Exercise details —
What you return should be each line of the data containing the string "Генерала".

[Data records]

★ ★ ★ ★ ★ ★ ★

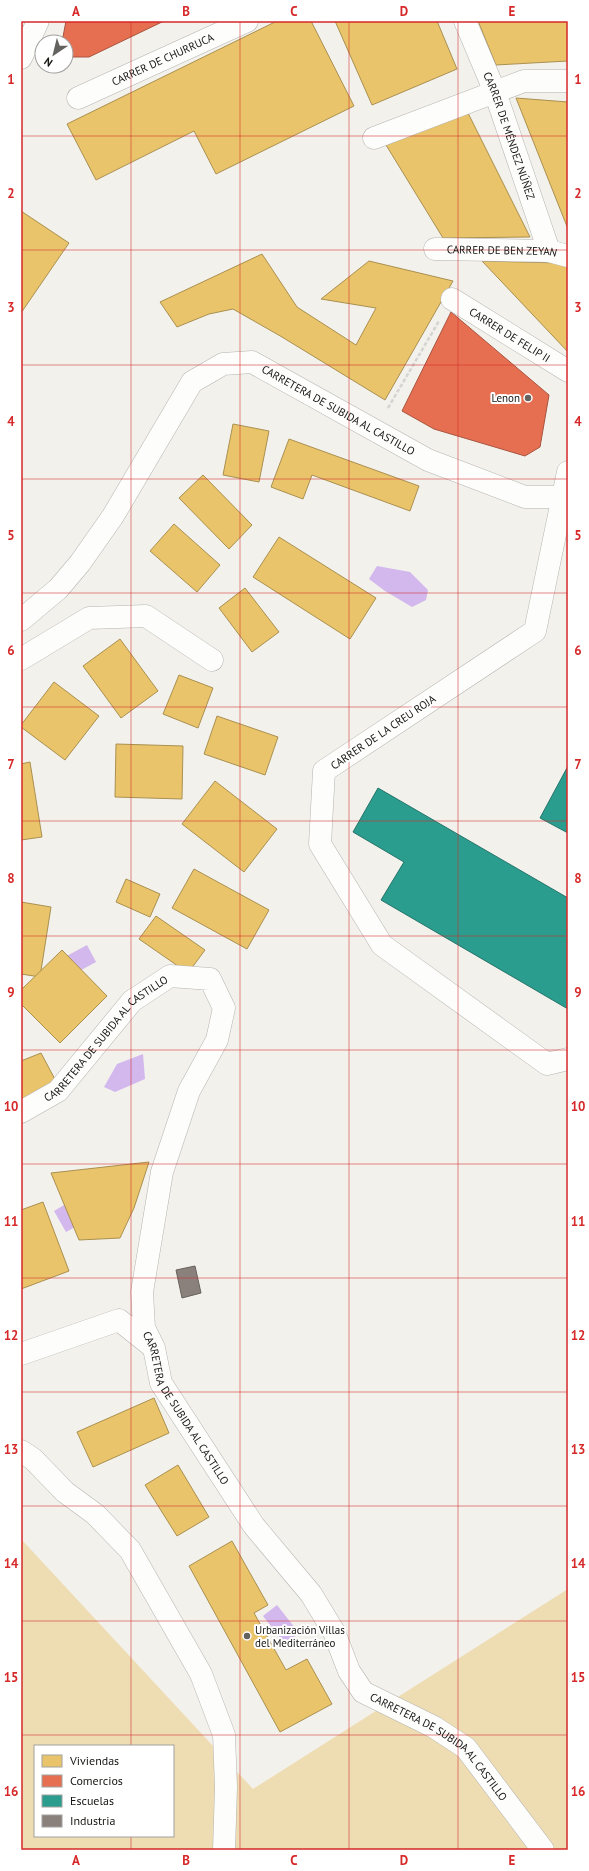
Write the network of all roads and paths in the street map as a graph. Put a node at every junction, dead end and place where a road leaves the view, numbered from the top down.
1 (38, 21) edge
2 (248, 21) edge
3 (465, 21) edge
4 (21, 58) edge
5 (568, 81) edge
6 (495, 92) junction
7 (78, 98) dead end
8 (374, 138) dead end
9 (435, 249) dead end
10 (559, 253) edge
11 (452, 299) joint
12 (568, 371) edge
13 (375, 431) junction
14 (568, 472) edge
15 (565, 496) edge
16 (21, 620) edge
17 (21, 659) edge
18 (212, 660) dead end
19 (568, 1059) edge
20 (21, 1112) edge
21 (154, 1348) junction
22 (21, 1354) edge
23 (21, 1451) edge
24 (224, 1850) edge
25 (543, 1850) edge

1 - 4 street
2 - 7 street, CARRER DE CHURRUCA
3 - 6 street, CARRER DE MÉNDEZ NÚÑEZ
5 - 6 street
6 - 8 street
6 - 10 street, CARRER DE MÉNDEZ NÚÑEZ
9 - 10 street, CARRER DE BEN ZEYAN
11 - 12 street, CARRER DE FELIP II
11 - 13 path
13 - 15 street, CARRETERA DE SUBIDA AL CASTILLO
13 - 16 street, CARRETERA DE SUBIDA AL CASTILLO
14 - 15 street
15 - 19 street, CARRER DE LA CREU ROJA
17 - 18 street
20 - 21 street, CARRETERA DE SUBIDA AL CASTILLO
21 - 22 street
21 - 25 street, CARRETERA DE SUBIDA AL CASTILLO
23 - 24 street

★ ★ ★ ★ ★ ★ ★

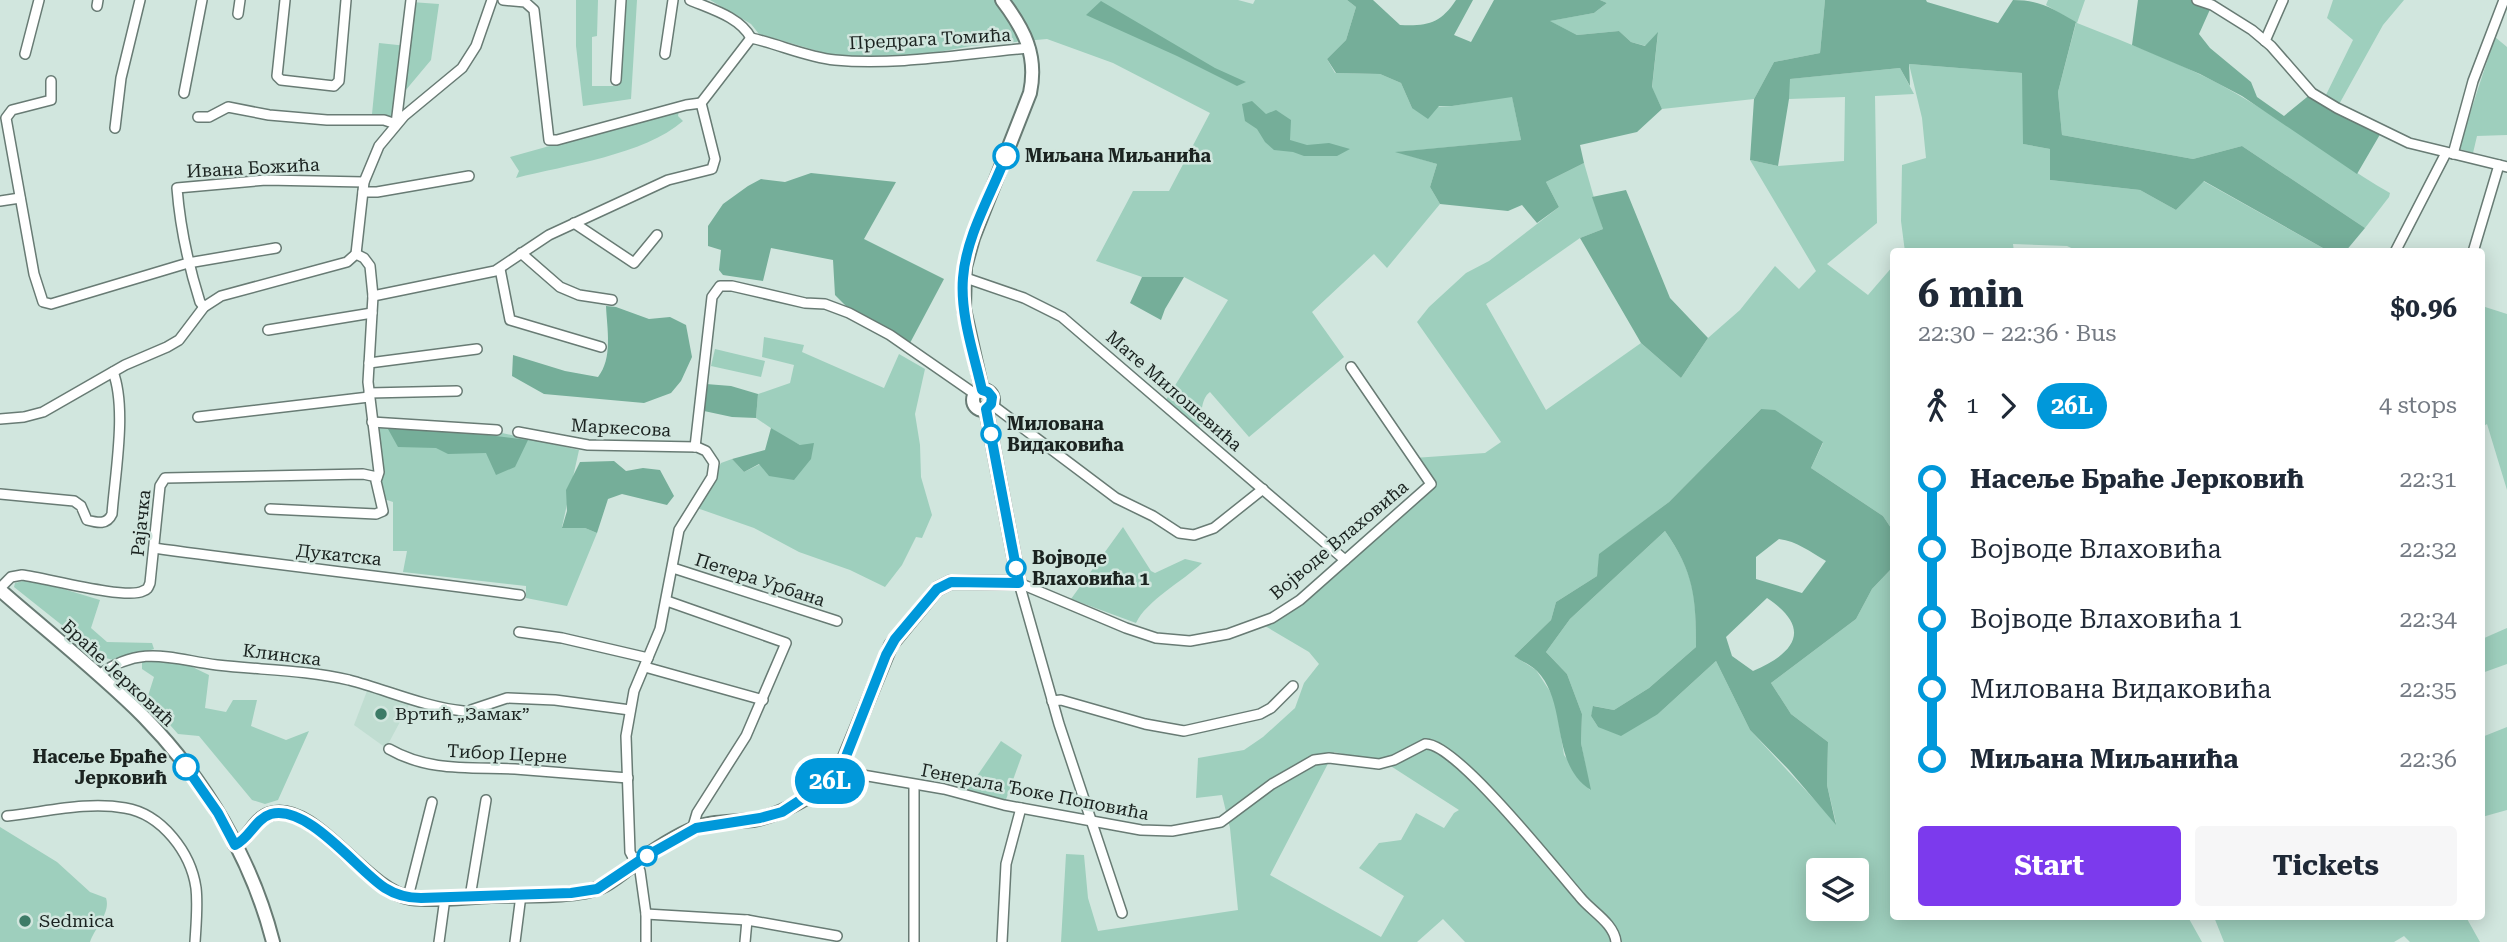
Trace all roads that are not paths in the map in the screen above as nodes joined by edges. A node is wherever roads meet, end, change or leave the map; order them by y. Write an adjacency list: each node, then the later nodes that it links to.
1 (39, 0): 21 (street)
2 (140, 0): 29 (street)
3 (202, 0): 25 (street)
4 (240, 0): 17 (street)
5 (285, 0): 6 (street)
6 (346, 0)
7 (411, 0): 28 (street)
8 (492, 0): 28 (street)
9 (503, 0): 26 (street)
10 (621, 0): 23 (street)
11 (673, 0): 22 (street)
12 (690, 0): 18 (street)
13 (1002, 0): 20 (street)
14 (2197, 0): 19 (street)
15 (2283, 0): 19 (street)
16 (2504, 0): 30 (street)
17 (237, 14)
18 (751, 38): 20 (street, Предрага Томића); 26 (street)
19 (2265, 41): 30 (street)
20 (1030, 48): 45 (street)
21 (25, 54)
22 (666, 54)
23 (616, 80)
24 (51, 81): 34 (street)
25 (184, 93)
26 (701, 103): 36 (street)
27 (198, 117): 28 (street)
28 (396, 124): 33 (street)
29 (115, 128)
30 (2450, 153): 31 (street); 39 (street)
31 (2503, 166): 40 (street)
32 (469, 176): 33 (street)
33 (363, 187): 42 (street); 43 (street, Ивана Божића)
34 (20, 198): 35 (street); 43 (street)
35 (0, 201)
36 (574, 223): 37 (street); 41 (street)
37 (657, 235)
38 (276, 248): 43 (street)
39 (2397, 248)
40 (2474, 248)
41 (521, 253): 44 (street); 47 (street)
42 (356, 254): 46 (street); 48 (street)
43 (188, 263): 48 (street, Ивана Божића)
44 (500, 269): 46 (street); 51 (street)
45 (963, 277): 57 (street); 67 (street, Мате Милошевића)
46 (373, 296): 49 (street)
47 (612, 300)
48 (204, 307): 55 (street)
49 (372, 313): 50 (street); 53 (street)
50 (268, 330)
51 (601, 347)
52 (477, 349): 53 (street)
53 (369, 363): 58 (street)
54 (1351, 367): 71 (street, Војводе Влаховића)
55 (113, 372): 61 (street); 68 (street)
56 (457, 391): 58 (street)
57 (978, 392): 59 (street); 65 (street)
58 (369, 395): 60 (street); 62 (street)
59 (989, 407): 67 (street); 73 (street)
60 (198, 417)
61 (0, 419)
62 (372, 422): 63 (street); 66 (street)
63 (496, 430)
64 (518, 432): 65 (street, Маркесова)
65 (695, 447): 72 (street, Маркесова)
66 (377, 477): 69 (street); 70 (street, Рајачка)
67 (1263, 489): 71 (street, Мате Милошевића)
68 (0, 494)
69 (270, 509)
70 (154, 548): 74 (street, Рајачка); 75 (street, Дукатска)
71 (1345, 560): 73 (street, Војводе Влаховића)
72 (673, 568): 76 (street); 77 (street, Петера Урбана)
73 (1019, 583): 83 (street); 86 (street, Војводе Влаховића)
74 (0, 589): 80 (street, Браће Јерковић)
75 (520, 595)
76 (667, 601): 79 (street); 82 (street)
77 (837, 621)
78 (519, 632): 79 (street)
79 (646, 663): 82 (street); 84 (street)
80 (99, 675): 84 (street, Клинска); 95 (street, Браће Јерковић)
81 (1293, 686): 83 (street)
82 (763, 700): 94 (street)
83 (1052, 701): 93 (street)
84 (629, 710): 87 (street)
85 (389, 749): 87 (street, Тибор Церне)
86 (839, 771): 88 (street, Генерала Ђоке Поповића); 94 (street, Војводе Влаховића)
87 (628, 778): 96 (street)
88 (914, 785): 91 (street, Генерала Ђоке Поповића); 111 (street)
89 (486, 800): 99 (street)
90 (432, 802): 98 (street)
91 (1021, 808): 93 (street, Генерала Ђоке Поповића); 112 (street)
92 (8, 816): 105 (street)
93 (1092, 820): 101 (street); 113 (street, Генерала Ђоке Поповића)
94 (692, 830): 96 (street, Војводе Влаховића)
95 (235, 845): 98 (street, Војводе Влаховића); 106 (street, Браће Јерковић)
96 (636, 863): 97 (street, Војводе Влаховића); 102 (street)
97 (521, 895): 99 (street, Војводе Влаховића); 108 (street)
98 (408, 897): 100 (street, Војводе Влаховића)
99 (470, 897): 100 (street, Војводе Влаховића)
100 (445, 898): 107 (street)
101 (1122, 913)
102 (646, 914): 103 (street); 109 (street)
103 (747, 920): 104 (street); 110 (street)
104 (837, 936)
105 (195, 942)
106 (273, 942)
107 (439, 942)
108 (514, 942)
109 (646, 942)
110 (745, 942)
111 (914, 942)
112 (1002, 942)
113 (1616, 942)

★ ★ ★ ★ ★ ★ ★

Your solution —
86 (839, 771): 88 (street, Генерала Ђоке Поповића); 94 (street, Војводе Влаховића)
88 (914, 785): 91 (street, Генерала Ђоке Поповића); 111 (street)
91 (1021, 808): 93 (street, Генерала Ђоке Поповића); 112 (street)
93 (1092, 820): 101 (street); 113 (street, Генерала Ђоке Поповића)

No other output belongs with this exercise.